> Exercise aim
Please return every record exactly as written, leaving out the pictures.

> Input material
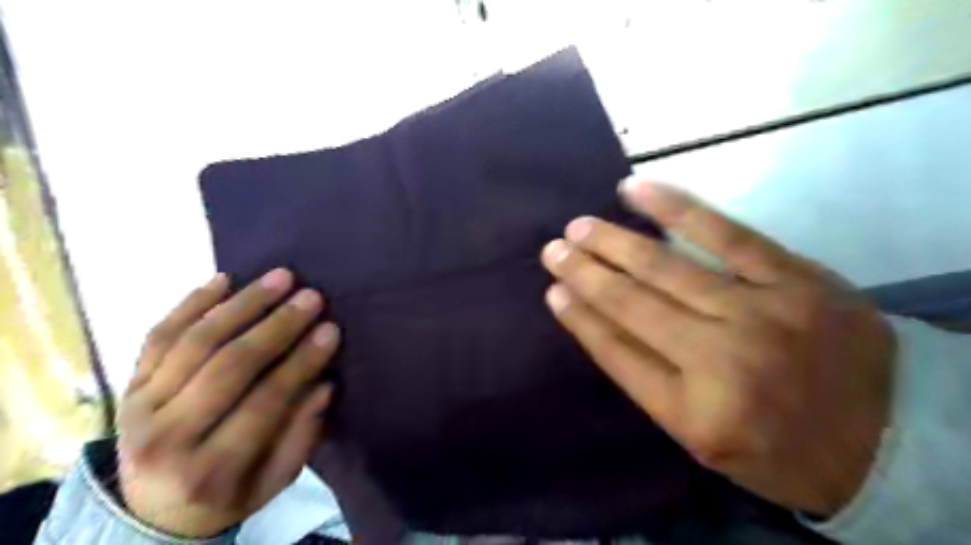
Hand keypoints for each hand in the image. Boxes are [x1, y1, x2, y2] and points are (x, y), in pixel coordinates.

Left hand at [116, 268, 338, 535]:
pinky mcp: (127, 385)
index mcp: (209, 470)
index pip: (265, 402)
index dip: (301, 362)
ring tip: (280, 278)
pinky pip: (159, 336)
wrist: (152, 512)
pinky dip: (191, 303)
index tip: (331, 329)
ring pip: (194, 342)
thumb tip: (323, 383)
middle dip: (276, 326)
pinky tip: (224, 279)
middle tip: (311, 297)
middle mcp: (165, 436)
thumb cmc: (229, 494)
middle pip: (228, 366)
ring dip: (242, 304)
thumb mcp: (276, 480)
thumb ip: (302, 435)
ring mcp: (139, 406)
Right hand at [542, 178, 890, 514]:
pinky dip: (676, 209)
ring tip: (578, 227)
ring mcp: (760, 314)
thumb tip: (598, 323)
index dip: (580, 319)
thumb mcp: (702, 437)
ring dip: (615, 243)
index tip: (552, 290)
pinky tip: (637, 192)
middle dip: (585, 274)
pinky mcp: (794, 278)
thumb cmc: (779, 446)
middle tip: (552, 249)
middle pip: (633, 305)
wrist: (888, 439)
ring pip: (667, 268)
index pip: (617, 353)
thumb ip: (649, 382)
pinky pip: (726, 234)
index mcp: (694, 412)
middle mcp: (721, 361)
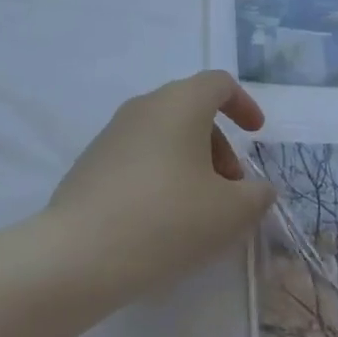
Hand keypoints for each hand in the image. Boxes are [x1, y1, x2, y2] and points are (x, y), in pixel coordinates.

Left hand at [47, 71, 276, 298]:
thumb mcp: (229, 213)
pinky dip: (162, 173)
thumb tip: (257, 188)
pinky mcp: (93, 160)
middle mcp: (145, 105)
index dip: (243, 104)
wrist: (79, 253)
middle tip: (231, 189)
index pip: (218, 83)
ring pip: (165, 133)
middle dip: (220, 144)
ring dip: (191, 161)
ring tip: (200, 211)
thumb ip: (256, 196)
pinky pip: (140, 154)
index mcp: (180, 103)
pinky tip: (162, 219)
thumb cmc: (167, 220)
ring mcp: (113, 131)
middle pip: (192, 108)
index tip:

> Response box
Hand keypoints for each hand in the image. Boxes are [x1, y1, x2, y2] and points are (x, y), in pixel coordinates.

Left hand at [116, 268, 338, 535]:
pinky mcp: (127, 385)
index mcp: (209, 470)
index pip: (265, 402)
index dip: (301, 362)
ring tip: (280, 278)
pinky pip: (159, 336)
wrist: (152, 512)
pinky dip: (191, 303)
index tip: (331, 329)
ring pip: (194, 342)
thumb tip: (323, 383)
middle dip: (276, 326)
pinky tip: (224, 279)
middle tip: (311, 297)
middle mcp: (165, 436)
thumb cmc: (229, 494)
middle pip: (228, 366)
ring dip: (242, 304)
thumb mcp: (276, 480)
thumb ip: (302, 435)
ring mcp: (139, 406)
Right hand at [542, 178, 890, 514]:
pinky dip: (676, 209)
ring tip: (578, 227)
ring mcp: (760, 314)
thumb tip: (598, 323)
index dip: (580, 319)
thumb mcp: (702, 437)
ring dip: (615, 243)
index tip: (552, 290)
pinky tip: (637, 192)
middle dip: (585, 274)
pinky mcp: (794, 278)
thumb cmc: (779, 446)
middle tip: (552, 249)
middle pip: (633, 305)
wrist: (888, 439)
ring pip: (667, 268)
index pip: (617, 353)
thumb ip: (649, 382)
pinky pip: (726, 234)
index mcp: (694, 412)
middle mcp: (721, 361)
Hand keypoints for each hand in the image. Boxes are [x1, y1, x2, y2] and points are (x, y), in pixel coordinates.

Left hand at [47, 71, 276, 298]:
thumb mcp: (229, 213)
pinky dip: (162, 173)
thumb tip: (257, 188)
pinky mcp: (93, 160)
middle mcp: (145, 105)
index dip: (243, 104)
wrist: (79, 253)
middle tip: (231, 189)
index pip: (218, 83)
ring pip: (165, 133)
middle dip: (220, 144)
ring dip: (191, 161)
ring tip: (200, 211)
thumb ip: (256, 196)
pinky pip: (140, 154)
index mcp: (180, 103)
pinky tip: (162, 219)
thumb cmc: (167, 220)
ring mcp: (113, 131)
middle pip: (192, 108)
index tip:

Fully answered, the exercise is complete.